Move over the Gold rush, it’s time for the Lithium craze!
India has struck the treasure! The Ministry of Mines reported the discovery of 5.9 million tonnes of inferred lithium ore on their Twitter account on 9th February. The lithium resources have been discovered in Reasi, in Kashmir. The government celebrated the discovery as it will help the “Aatmanirbhar Bharat” plan.
This deposit alone makes India the fifth-largest lithium reserve in the world. This could be a geopolitical game-changer since lithium is soaring due to its scarcity and surging demand.
Having said that, we aren’t sure if it’s an economically viable source of deposit yet. The 5.9 million tonnes discovery is just a preliminary finding.
Mineral deposits need to pass 3 levels of evaluation. The first level is called the ‘inferred’ level. Here the authorities refer to samples to identify that deposits of a certain grade exist. But the entire source is not verified fully yet.
Hence, we are still away from gauging the full potential of this discovery.
What is Lithium?
Lithium is the lightest metal in the world. So it makes the batteries relatively lighter too. It won’t weigh down a car. It can also pack lots of energy in less space. While typical lead-acid battery stores only 25 watt-hours (Wh) of energy per kg, lithium-ion batteries pack 150Wh per kg. They also last much longer than other batteries and survive through multiple charge cycles.
How can lithium be revolutionary?
Lithium-ion batteries revolutionised electronic communications, computing, and digitisation and are now powering the world moving towards clean energy, a much-needed switch from gas-guzzling and carbon-emitting technologies of the past. To achieve net-zero carbon emissions, the world needs lithium. Harmful emissions like Carbon Dioxide and Methane are generated when we burn fossil fuels. We need to cut back on emissions, fossil fuels need to be dumped. Hence, switching to alternatives, like electric cars and renewable energy is crucial.
The world needs lithium
At the current rate of carbon emissions, the world will need at least 2 billion (200 crores) EVs, hence the demand for EVs is increasing rapidly.
Lithium is the lightest metal in the world, so the batteries made from lithium would also not weigh down a car. It can last longer than other batteries and live through multiple cycles.
What does it mean for India?
India needs investments to the tune of Rs 33,750 crore to achieve the government PLI target of setting up 50 GWh of lithium-ion cell and battery manufacturing plants, according to a study. India’s electric vehicle market is expected to hit annual sales of 1 crore units by 2030, according to the Economic Survey 2022-23.
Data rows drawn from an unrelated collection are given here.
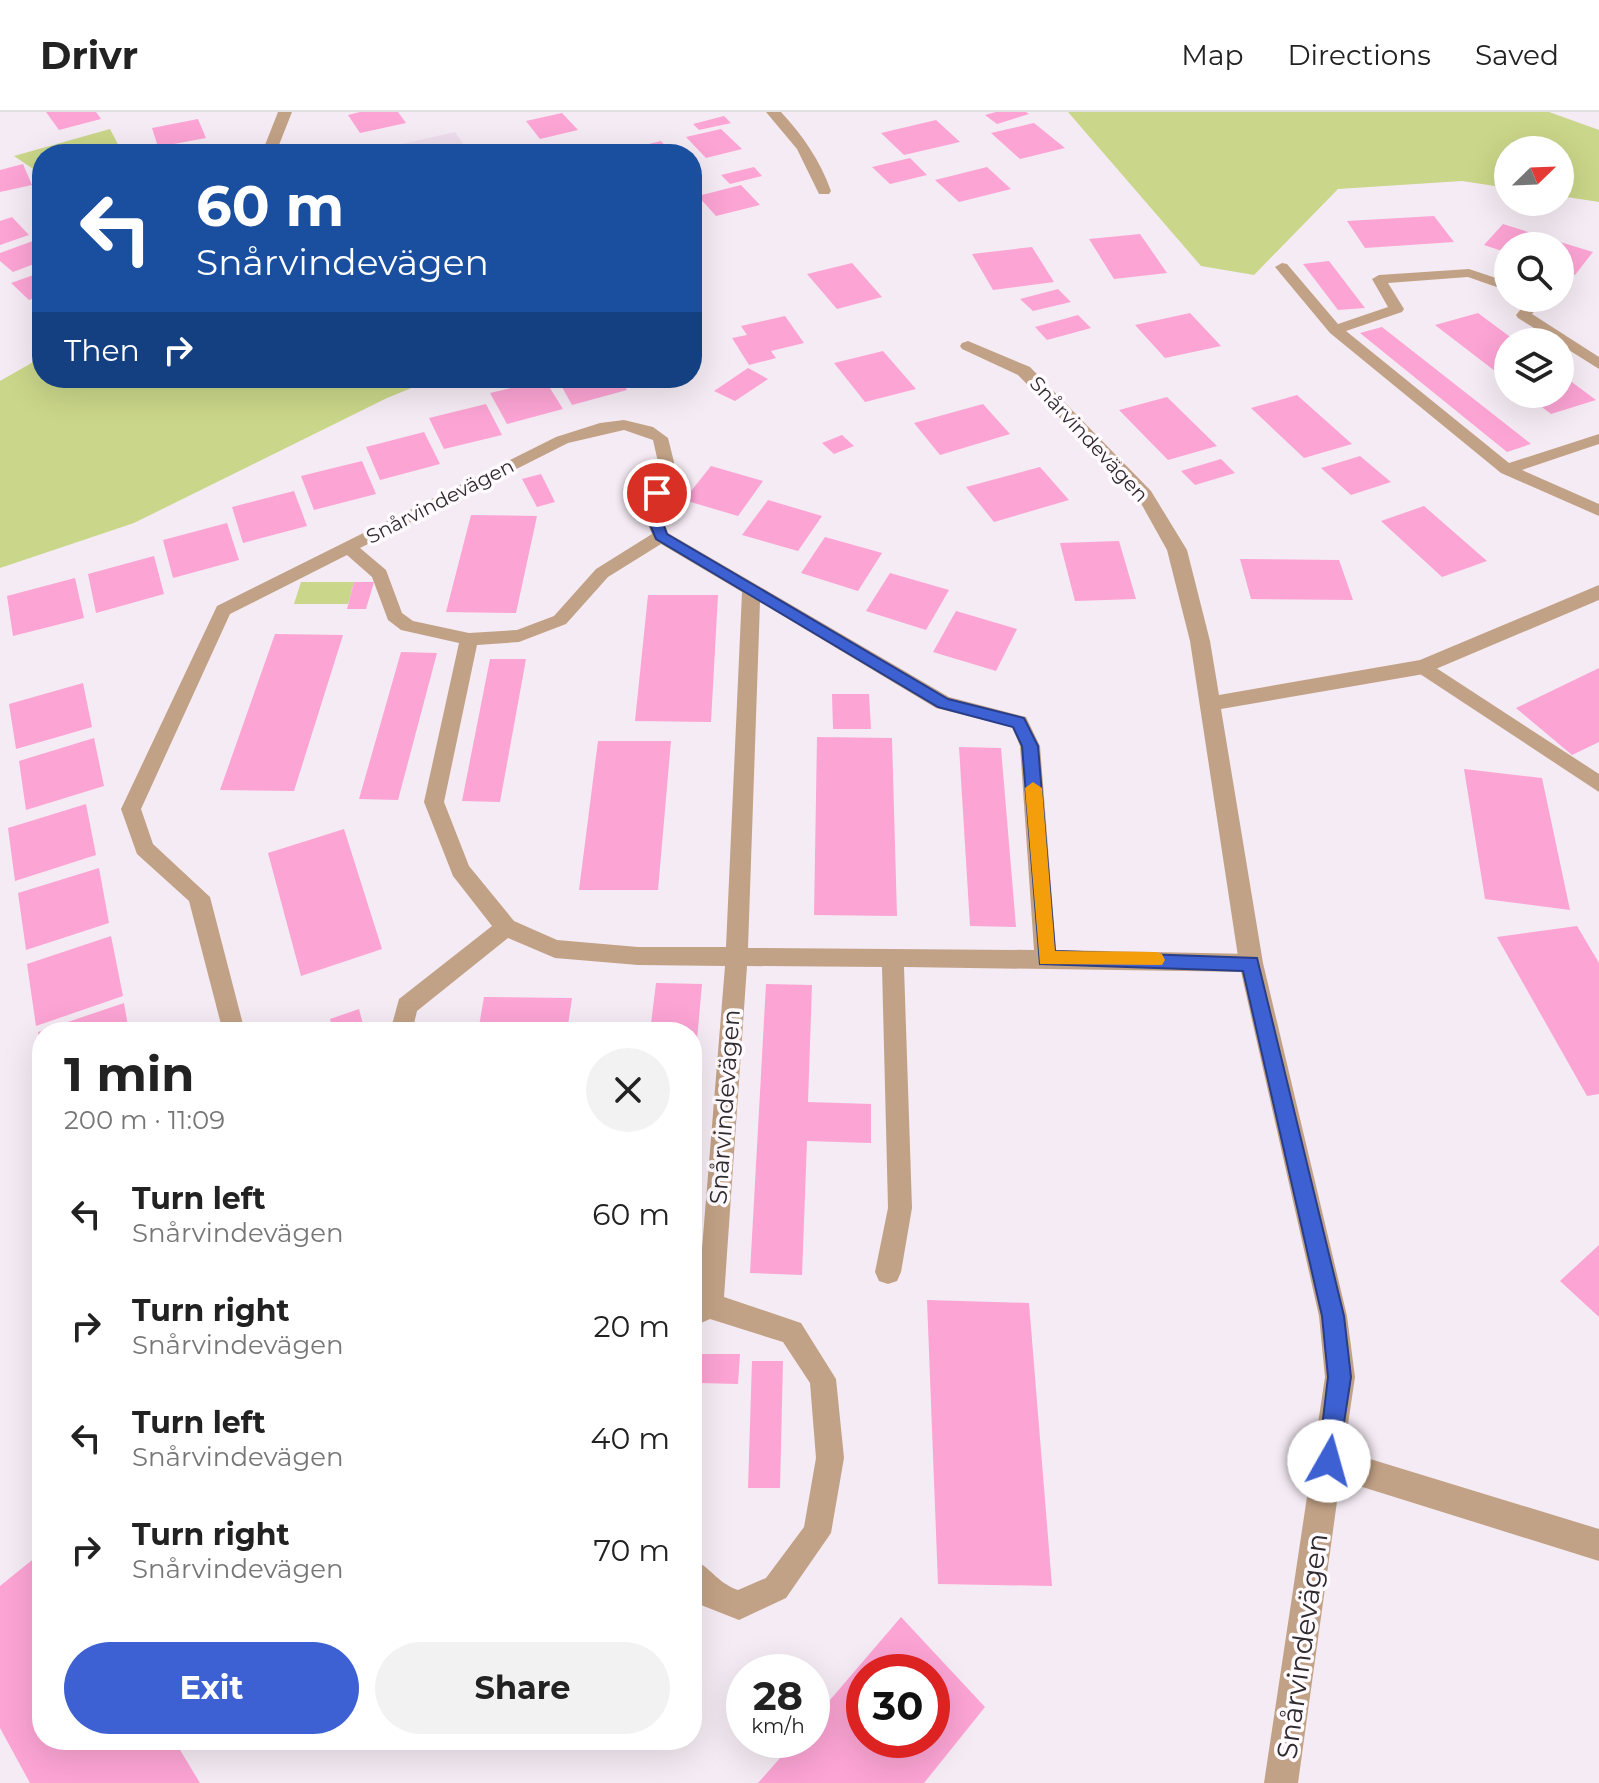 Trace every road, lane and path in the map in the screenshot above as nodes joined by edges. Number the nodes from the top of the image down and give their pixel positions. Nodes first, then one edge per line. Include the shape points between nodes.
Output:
1 (285, 112) edge
2 (773, 112) edge
3 (272, 144) edge
4 (824, 191) dead end
5 (1282, 267) dead end
6 (1494, 282) edge
7 (1526, 312) edge
8 (1335, 330) junction
9 (968, 346) dead end
10 (1599, 364) edge
11 (1599, 439) edge
12 (1507, 469) junction
13 (1599, 511) edge
14 (661, 536) junction
15 (348, 547) junction
16 (751, 589) junction
17 (1599, 592) edge
18 (469, 639) junction
19 (1424, 667) junction
20 (1208, 704) junction
21 (1599, 784) edge
22 (506, 927) junction
23 (737, 955) junction
24 (893, 958) junction
25 (1046, 959) junction
26 (1251, 963) junction
27 (231, 1022) edge
28 (403, 1022) edge
29 (888, 1272) dead end
30 (702, 1300) edge
31 (702, 1310) edge
32 (1329, 1461) junction
33 (1599, 1545) edge
34 (702, 1585) edge
35 (1281, 1783) edge

1 - 3 street
2 - 4 street via 808,152
5 - 8 lane
6 - 8 lane via 1469,273 1379,279 1397,309
7 - 10 lane via 1523,315
8 - 12 lane
9 - 20 street, Snårvindevägen via 1024,371 1145,495 1177,550 1200,641
11 - 12 lane
12 - 13 lane
14 - 15 lane, Snårvindevägen via 652,513 666,462 660,438 641,425 618,424 562,440
14 - 16 lane
14 - 18 lane, Snårvindevägen via 602,573 560,620 519,636
15 - 18 lane, Snårvindevägen via 380,574 394,616 407,626
15 - 27 lane, Snårvindevägen via 223,610 131,809 144,848 199,897
16 - 23 lane, Snårvindevägen
16 - 25 lane via 943,703 1019,722 1030,746
17 - 19 street
18 - 22 lane via 434,802 460,870
19 - 20 street
19 - 21 lane
20 - 26 street, Snårvindevägen
22 - 23 lane via 555,949 638,956
22 - 28 lane via 407,1006
23 - 24 lane
23 - 30 lane, Snårvindevägen
24 - 25 lane
24 - 29 lane via 900,1208
25 - 26 lane
26 - 32 street, Snårvindevägen via 1333,1316 1340,1377
31 - 34 lane, Snårvindevägen via 792,1332 823,1379 830,1458 817,1533 776,1588 739,1605 711,1595
32 - 33 street
32 - 35 street, Snårvindevägen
As per industry estimates, the total EV sales in India stood at 10 lakh units in 2022.
The analysis, as per CEEW, is based on the minimum manufacturing plant capacity (5GWh) allocated under the Production-Linked Incentive (PLI) scheme.
For a green future, lithium will be as important as oil and gas are today. It’s in India’s strategic interest to secure not just the mineral, but also set up the required cell and battery manufacturing systems.
It will reduce India’s imports in the long run, and power its grid and EV transition.
Vision for the Future
To scale up domestic lithium-ion manufacturing, India needs to step up R&D investments, focus on battery cell component manufacturing and reducing material costs, and support recycling to reduce the need for new materials. This discovery is a game changer and utilising the potential would make India the next lithium superpower.